The last of my anger wavered, then released into weary resignation. This was the way of the world, the nature of life on the Winter Sea.
One day I would rise above it. One day I would scrape the mud from my name and face my family without shame. But for now, I would do Slader’s bidding.
“I will, sir.”
* * *
Fisher waited for me on the snowy dock as I descended the gangplank, her hands shoved deep into the pockets of her coat and her tricorn hat already christened with snow. She gave me a prompting look and started walking before I had stepped onto the dock.
I, in turn, made no effort to catch up. Instead, I popped the collar of my coat and fastened the top button as I glanced back at Hart. He was a solid vessel, his forty-two guns quiet behind their white-painted hatches, three masts standing tall with each sail neatly furled. Formerly a fifth-rate Aeadine warship, he had been decommissioned and sold to Slader some twenty years ago after single-handedly sinking three Mereish sloops.
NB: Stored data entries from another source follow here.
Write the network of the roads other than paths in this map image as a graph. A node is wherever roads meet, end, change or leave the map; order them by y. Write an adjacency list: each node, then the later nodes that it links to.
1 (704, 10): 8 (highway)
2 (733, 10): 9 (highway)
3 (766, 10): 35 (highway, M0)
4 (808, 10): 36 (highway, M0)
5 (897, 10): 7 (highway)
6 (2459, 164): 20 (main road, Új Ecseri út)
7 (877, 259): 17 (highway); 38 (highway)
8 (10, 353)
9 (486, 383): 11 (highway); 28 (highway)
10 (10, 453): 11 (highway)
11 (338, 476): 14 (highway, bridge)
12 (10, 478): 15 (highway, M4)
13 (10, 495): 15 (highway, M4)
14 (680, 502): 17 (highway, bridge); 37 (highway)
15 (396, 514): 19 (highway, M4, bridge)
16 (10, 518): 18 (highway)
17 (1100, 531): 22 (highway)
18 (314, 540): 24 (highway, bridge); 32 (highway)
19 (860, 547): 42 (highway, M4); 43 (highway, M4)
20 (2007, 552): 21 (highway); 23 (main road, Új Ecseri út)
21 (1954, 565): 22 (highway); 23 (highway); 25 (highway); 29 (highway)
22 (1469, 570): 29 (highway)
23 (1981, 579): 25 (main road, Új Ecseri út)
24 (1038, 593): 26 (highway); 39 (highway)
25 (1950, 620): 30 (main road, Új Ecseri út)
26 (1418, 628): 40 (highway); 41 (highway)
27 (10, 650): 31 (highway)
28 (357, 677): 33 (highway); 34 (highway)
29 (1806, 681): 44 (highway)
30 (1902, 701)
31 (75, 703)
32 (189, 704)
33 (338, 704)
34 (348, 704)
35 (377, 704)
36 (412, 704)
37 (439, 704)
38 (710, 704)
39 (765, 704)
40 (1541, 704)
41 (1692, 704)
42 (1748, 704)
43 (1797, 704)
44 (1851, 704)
Hart had barely survived the encounter, worth little more than the ghisting who inhabited his figurehead.
During the ship’s restoration, Slader had removed many of the hallmarks of Aeadine warships, including the decorative paint that once adorned the circumference of his quarterdeck—blue or red or white, depending on the fleet, with quotes from the Saint in illegible gilt letters. All that remained now were Hart’s black hull, white hatches, and the figurehead.
The great hart for which the ship was named reared up beneath the bowsprit, head thrown back in a soundless bay. His coat was painted a muted red-brown, while his white antlers enclosed the entire beakhead, ghistenwood twining together with lesser, standard material.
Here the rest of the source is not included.